In some cases, this may be beyond your control. If you just can’t afford your mortgage unless you push yourself, that’s one thing. But sometimes you do have a choice; you just think it’s too difficult to make it. Downsizing or moving into a new place may seem like an unnecessary hassle, but it’s worth the uncomfortable transition if it allows you to do with your time as you’d like.

2. Consider whether your schedule conflicts with your priorities.

When you have internal or external conflict, it’s difficult to maintain your center and sense of joy. If fitness is a priority but you’re working sixty hours a week, leaving you little time to exercise, you will feel conflicted. Even if you want to keep working hard, you’ll feel frustrated that you’re not meeting your own needs.

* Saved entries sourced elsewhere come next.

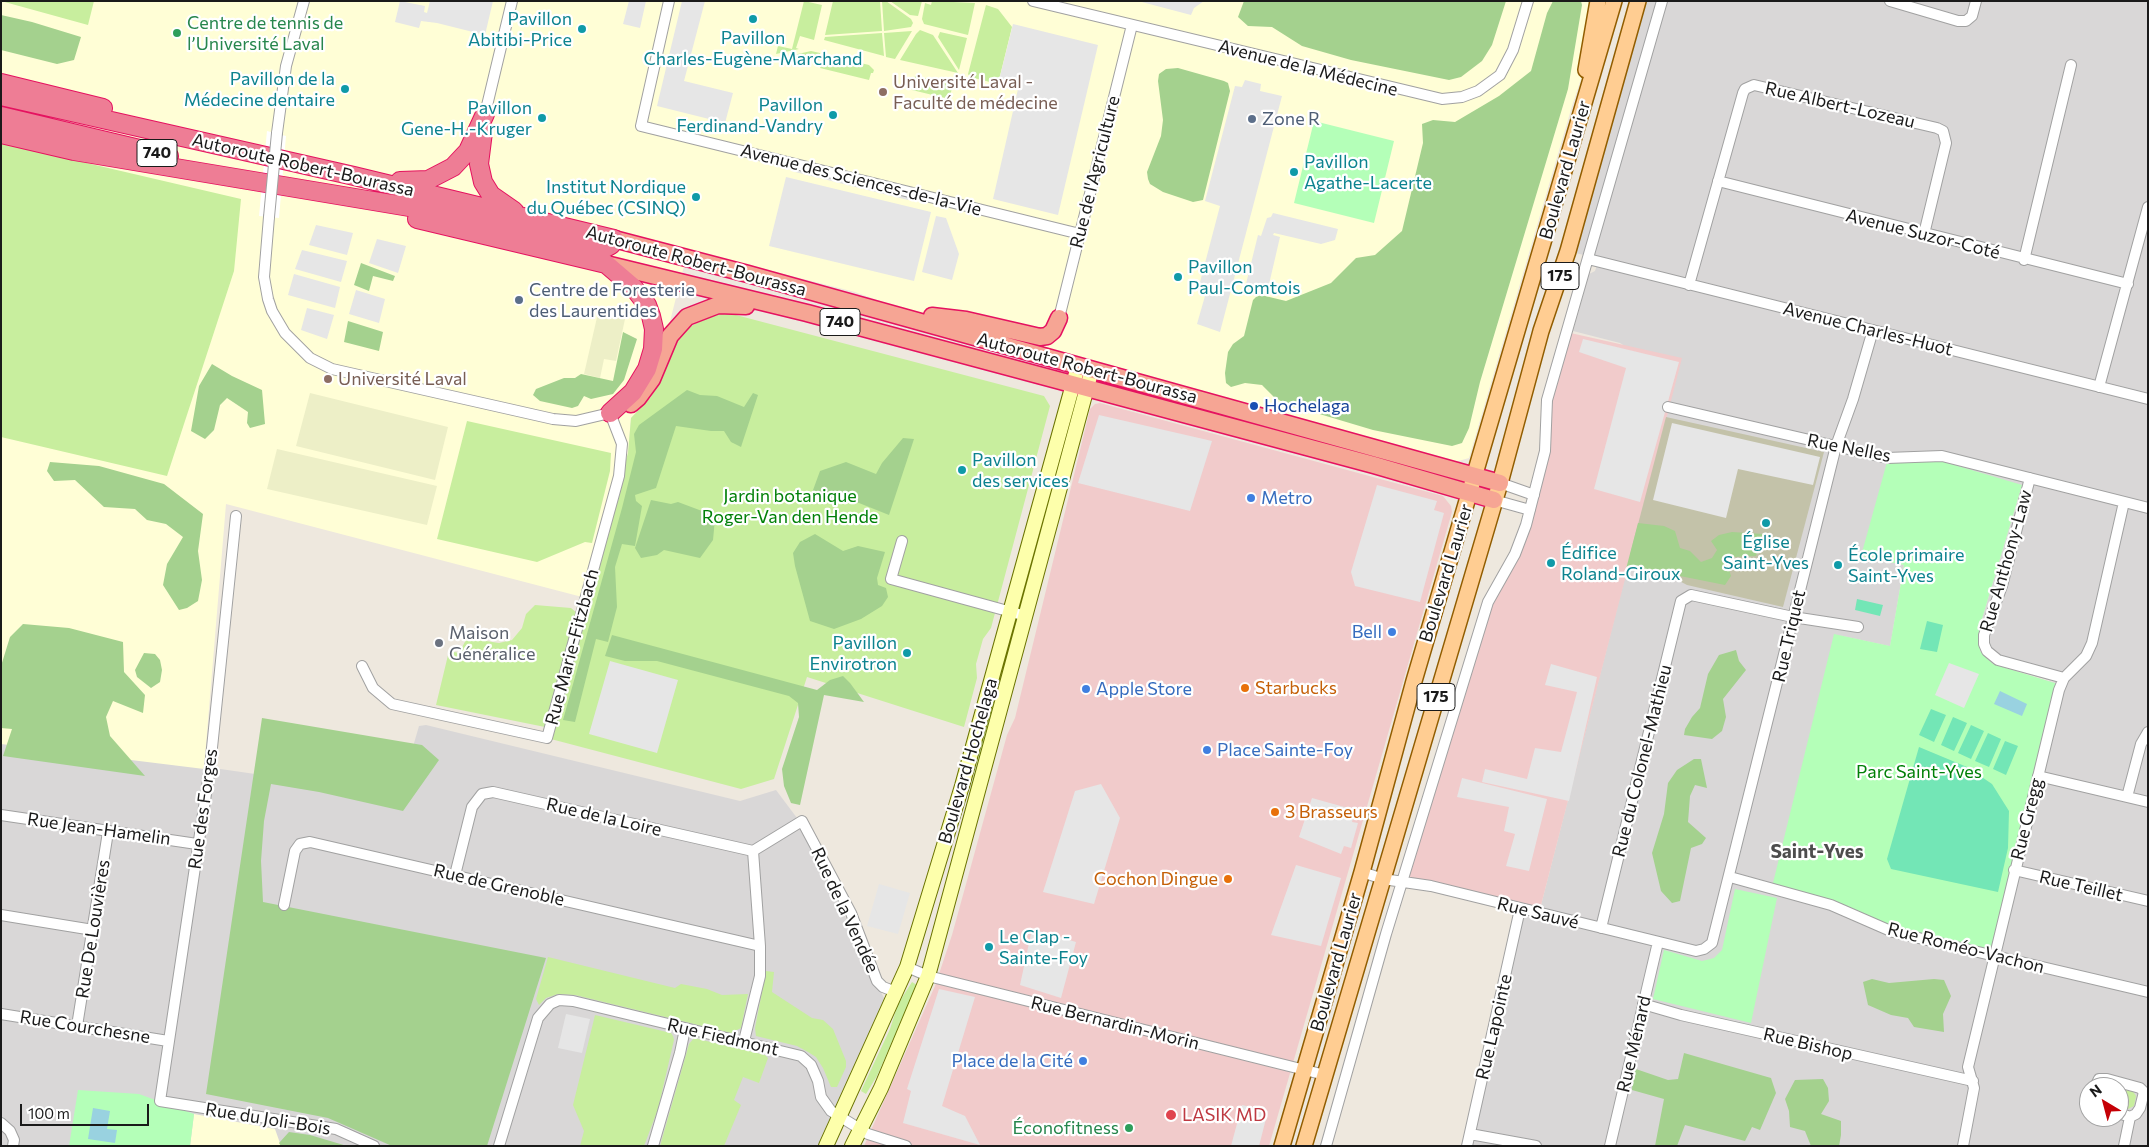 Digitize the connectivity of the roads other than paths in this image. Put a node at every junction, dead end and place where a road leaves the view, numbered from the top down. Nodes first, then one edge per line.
1 (304, 1) edge
2 (512, 1) edge
3 (669, 1) edge
4 (1034, 1) edge
5 (1528, 1) edge
6 (1598, 1) edge
7 (1614, 1) edge
8 (1638, 1) edge
9 (1662, 1) edge
10 (1890, 1) edge
11 (1976, 1) edge
12 (1132, 25) junction
13 (2071, 65) dead end
14 (1, 83) edge
15 (1, 96) edge
16 (485, 114) junction
17 (1, 116) edge
18 (1579, 121) junction
19 (1, 134) edge
20 (244, 152) junction
21 (354, 176) junction
22 (1718, 181) junction
23 (312, 192) junction
24 (2148, 207) edge
25 (525, 217) junction
26 (1080, 234) junction
27 (1924, 234) junction
28 (614, 239) junction
29 (1588, 259) junction
30 (2024, 260) junction
31 (606, 264) junction
32 (2128, 284) junction
33 (1689, 285) junction
34 (803, 289) junction
35 (807, 313) junction
36 (1059, 318) joint
37 (1873, 330) junction
38 (1085, 368) junction
39 (2099, 387) junction
40 (1080, 388) junction
41 (2148, 399) edge
42 (1668, 407) dead end
43 (610, 413) junction
44 (1836, 446) junction
45 (1475, 475) junction
46 (2030, 478) junction
47 (1500, 484) junction
48 (1470, 493) junction
49 (1534, 494) junction
50 (1494, 500) junction
51 (2124, 502) junction
52 (2148, 508) edge
53 (1530, 510) junction
54 (236, 516) dead end
55 (902, 541) dead end
56 (1010, 612) junction
57 (1026, 616) junction
58 (1793, 617) junction
59 (1858, 627) dead end
60 (362, 666) dead end
61 (2064, 678) junction
62 (2148, 732) edge
63 (2038, 776) junction
64 (2127, 797) junction
65 (2148, 802) edge
66 (1, 815) edge
67 (108, 832) junction
68 (197, 844) junction
69 (753, 852) junction
70 (2014, 870) junction
71 (1362, 872) junction
72 (455, 874) junction
73 (1730, 877) junction
74 (1383, 879) junction
75 (1403, 881) junction
76 (2148, 902) edge
77 (284, 905) dead end
78 (1520, 908) junction
79 (1, 915) edge
80 (1601, 928) junction
81 (93, 930) junction
82 (1658, 942) junction
83 (1712, 943) joint
84 (760, 946) junction
85 (1995, 957) junction
86 (907, 967) junction
87 (928, 976) junction
88 (896, 992) junction
89 (2148, 992) edge
90 (1643, 1004) junction
91 (1, 1014) edge
92 (77, 1026) junction
93 (685, 1029) junction
94 (168, 1041) junction
95 (744, 1041) junction
96 (1304, 1072) junction
97 (1325, 1075) junction
98 (1973, 1080) junction
99 (2129, 1086) edge
100 (160, 1101) joint
101 (838, 1116) junction
102 (2130, 1117) joint
103 (1, 1123) edge
104 (859, 1129) junction
105 (1470, 1134) junction
106 (13, 1146) edge
107 (374, 1146) edge
108 (499, 1146) edge
109 (654, 1146) edge
110 (826, 1146) edge
111 (852, 1146) edge
112 (906, 1146) edge
113 (1282, 1146) edge
114 (1304, 1146) edge
115 (1326, 1146) edge
116 (1467, 1146) edge
117 (1536, 1146) edge
118 (1610, 1146) edge
119 (1963, 1146) edge
120 (2124, 1146) edge

1 - 43 street, bridge
2 - 16 street
3 - 26 street, Avenue des Sciences-de-la-Vie
4 - 12 street, Avenue de la Médecine
5 - 12 street, Avenue de la Médecine
6 - 18 main road
7 - 18 main road, Boulevard Laurier / 175
8 - 47 main road, Boulevard Laurier / 175
9 - 29 street
10 - 11 street
12 - 26 street, Rue de l'Agriculture
13 - 30 street
14 - 20 highway
15 - 20 highway, Autoroute Robert-Bourassa / 740
16 - 21 highway
16 - 25 highway
17 - 23 highway, Autoroute Robert-Bourassa / 740
18 - 45 main road, Boulevard Laurier / 175
19 - 23 highway
20 - 21 highway, Autoroute Robert-Bourassa / 740
21 - 25 highway, Autoroute Robert-Bourassa / 740
22 - 27 street, Avenue Suzor-Coté
22 - 27 street, Rue Albert-Lozeau
22 - 33 street, Rue Albert-Lozeau
23 - 28 highway
23 - 31 highway, Autoroute Robert-Bourassa / 740
24 - 32 street
25 - 28 highway, Autoroute Robert-Bourassa / 740
26 - 36 street, Rue de l'Agriculture
27 - 30 street, Avenue Suzor-Coté
28 - 34 highway, Autoroute Robert-Bourassa / 740
29 - 33 street, Avenue Charles-Huot
29 - 49 street
30 - 32 street, Avenue Suzor-Coté
31 - 35 highway, Autoroute Robert-Bourassa / 740
31 - 43 highway
32 - 39 street
33 - 37 street, Avenue Charles-Huot
34 - 36 highway
34 - 38 highway, Autoroute Robert-Bourassa / 740
35 - 40 highway, Autoroute Robert-Bourassa / 740
35 - 43 highway
37 - 39 street, Avenue Charles-Huot
37 - 44 street, Rue Triquet
38 - 40 main road, Boulevard Hochelaga
38 - 45 highway, Autoroute Robert-Bourassa
39 - 41 street, Avenue Charles-Huot
40 - 48 highway, Autoroute Robert-Bourassa
40 - 56 main road, Boulevard Hochelaga
40 - 57 main road, Boulevard Hochelaga
42 - 44 street, Rue Nelles
43 - 60 street, Rue Marie-Fitzbach
44 - 46 street, Rue Nelles
44 - 58 street, Rue Triquet
45 - 47 highway, Autoroute Robert-Bourassa
45 - 48 main road, Boulevard Laurier / 175
46 - 51 street, Rue Nelles
46 - 61 street, Rue Anthony-Law
47 - 49 street
47 - 50 main road, Boulevard Laurier / 175
48 - 50 highway, Autoroute Robert-Bourassa
48 - 71 main road, Boulevard Laurier / 175
49 - 53 street
50 - 53 street, Boulevard Laurier
50 - 74 main road, Boulevard Laurier / 175
51 - 52 street, Rue Nelles
51 - 61 street, Rue Gregg
53 - 75 street
54 - 68 street, Rue des Forges
55 - 56 street
56 - 57 street
56 - 86 main road, Boulevard Hochelaga
57 - 87 main road, Boulevard Hochelaga
58 - 59 street
58 - 73 street, Rue Triquet
58 - 80 street, Rue du Colonel-Mathieu
61 - 63 street, Rue Gregg
62 - 64 street
63 - 64 street
63 - 70 street, Rue Gregg
64 - 65 street
66 - 67 street, Rue Jean-Hamelin
67 - 68 street, Rue Jean-Hamelin
67 - 81 street, Rue De Louvières
68 - 94 street, Rue des Forges
69 - 72 street, Rue de la Loire
69 - 84 street
69 - 88 street, Rue de la Vendée
70 - 76 street, Rue Teillet
70 - 85 street, Rue Gregg
71 - 74 street, Rue Sauvé
71 - 96 main road, Boulevard Laurier / 175
72 - 77 street, Rue de Grenoble
72 - 84 street, Rue de Grenoble
73 - 83 street, Rue Triquet
73 - 85 street, Rue Roméo-Vachon
74 - 75 street, Rue Sauvé
74 - 97 main road, Boulevard Laurier / 175
75 - 78 street, Rue Sauvé
75 - 115 street
78 - 80 street, Rue Sauvé
78 - 105 street, Rue Lapointe
79 - 81 street
80 - 82 street, Rue Sauvé
81 - 92 street, Rue De Louvières
82 - 83 street, Rue Sauvé
82 - 90 street, Rue Ménard
84 - 95 street
85 - 89 street, Rue Roméo-Vachon
85 - 98 street, Rue Gregg
86 - 87 street, Rue Bernardin-Morin
86 - 88 main road, Boulevard Hochelaga
87 - 96 street, Rue Bernardin-Morin
87 - 104 main road, Boulevard Hochelaga
88 - 101 main road, Boulevard Hochelaga
90 - 98 street, Rue Bishop
90 - 118 street, Rue Ménard
91 - 92 street, Rue Courchesne
92 - 94 street, Rue Courchesne
93 - 95 street, Rue Fiedmont
93 - 108 street, Rue Fiedmont
93 - 109 street
94 - 100 street, Rue des Forges
95 - 101 street, Rue Fiedmont
96 - 97 street, Rue Bernardin-Morin
96 - 113 main road, Boulevard Laurier / 175
97 - 114 main road, Boulevard Laurier / 175
98 - 119 street, Rue Gregg
99 - 102 street
100 - 107 street, Rue du Joli-Bois
101 - 104 street, Rue Fiedmont
101 - 110 main road, Boulevard Hochelaga
102 - 120 street
103 - 106 street
104 - 111 main road, Boulevard Hochelaga
104 - 112 street, Rue Fiedmont
105 - 116 street, Rue Lapointe
105 - 117 street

If you absolutely can’t scale back your work to allow for regular exercise, consider rearranging things to make exercise easier. Wake up twenty minutes earlier for a quick job; something is better than nothing. Or see if you can take a class during your lunch break. Happiness is honoring you needs—all or most of them.

3. Be sure your goals align with your values.

Most people would prefer not to overwhelm their lives with work, but oftentimes we push ourselves because we have our eye on the prize, so to speak. There’s nothing wrong with having a dream and working toward it; but if you’re going to sacrifice much of your now for later, be sure you’re really headed where you want to go.

Does the future you envision align with your values in life? If your family is one of your top priorities, but achieving your goal might compromise that, all your busy-ness might lead you somewhere that doesn’t truly make you happy.

4. Find joy in the way things are.

Oftentimes when we’re busy, we’re fixated on the way things can be, should be, or will be on the other side of overexertion. It’s all too easy to get caught up in a race toward some fantasy tomorrow that inevitably will fall short of your expectations. Somedaydreams usually do because they’re more about avoiding the present than building the future.

Regardless of how things might be after your efforts pay off, life always takes place in the present. You never know what the future holds—whether or not you’ll still have good health or the people you love will still be around. The opportunity to enjoy those things is now. Find the time to appreciate and engage with them, even if only in small doses.